== Given records ==
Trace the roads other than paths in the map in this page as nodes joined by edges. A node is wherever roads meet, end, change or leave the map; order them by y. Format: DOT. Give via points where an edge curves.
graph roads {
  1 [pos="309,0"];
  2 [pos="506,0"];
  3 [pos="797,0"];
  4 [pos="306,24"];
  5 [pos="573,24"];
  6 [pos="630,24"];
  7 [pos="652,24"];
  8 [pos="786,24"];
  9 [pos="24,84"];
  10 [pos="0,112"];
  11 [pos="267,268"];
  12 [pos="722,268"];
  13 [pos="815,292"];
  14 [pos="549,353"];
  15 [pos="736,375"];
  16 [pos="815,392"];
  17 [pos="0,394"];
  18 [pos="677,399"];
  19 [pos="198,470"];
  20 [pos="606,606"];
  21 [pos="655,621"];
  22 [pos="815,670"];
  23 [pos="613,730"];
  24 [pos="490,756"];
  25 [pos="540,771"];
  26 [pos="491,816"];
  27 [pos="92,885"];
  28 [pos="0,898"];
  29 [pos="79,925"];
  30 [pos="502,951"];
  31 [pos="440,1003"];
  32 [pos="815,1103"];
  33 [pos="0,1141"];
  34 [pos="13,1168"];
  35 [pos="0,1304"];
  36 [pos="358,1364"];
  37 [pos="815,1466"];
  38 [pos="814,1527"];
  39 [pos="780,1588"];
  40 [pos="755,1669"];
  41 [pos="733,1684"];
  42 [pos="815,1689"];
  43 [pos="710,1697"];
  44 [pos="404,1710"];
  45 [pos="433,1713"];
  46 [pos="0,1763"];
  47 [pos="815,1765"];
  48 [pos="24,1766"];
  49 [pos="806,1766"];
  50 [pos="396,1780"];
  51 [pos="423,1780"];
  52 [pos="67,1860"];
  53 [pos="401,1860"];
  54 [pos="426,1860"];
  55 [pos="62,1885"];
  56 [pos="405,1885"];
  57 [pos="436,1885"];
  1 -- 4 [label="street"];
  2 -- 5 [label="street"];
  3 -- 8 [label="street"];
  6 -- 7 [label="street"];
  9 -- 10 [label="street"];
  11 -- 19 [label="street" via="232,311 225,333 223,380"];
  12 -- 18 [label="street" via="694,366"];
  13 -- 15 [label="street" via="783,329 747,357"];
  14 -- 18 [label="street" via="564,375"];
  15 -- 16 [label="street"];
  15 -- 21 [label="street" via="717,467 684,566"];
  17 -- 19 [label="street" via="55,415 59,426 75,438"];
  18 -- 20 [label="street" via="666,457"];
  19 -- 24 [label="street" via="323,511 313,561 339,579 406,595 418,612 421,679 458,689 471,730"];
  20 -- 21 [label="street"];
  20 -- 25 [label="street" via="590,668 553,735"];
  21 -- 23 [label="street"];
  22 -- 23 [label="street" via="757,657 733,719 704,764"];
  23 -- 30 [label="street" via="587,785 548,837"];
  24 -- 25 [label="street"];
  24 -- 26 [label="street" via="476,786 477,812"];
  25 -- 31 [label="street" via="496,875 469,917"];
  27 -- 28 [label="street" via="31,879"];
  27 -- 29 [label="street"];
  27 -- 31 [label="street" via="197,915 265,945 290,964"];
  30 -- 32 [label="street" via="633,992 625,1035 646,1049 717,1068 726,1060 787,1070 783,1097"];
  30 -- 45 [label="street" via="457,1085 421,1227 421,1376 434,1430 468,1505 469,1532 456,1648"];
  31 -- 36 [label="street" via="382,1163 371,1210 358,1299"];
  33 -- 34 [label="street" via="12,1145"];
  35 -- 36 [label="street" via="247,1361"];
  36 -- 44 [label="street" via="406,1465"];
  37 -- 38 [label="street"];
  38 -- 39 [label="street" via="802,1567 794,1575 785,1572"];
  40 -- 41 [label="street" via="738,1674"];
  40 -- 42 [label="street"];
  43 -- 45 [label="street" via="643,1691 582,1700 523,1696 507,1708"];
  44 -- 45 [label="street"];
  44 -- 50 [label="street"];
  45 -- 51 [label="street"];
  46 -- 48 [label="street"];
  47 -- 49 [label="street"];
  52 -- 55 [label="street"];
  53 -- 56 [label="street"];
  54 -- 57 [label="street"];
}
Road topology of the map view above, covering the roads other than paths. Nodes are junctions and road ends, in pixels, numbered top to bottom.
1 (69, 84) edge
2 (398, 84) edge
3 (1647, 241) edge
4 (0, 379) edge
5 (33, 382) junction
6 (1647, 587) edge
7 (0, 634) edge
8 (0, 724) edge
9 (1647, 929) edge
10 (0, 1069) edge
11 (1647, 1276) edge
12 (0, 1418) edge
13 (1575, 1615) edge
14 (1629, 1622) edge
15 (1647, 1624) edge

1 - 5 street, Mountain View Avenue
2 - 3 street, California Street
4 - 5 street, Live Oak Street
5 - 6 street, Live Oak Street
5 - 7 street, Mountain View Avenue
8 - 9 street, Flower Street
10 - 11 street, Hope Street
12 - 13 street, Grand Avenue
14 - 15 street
===
What the exercise asks:
Find every line above that includes the word "Mountain" and report only how many there are.

Reply:
2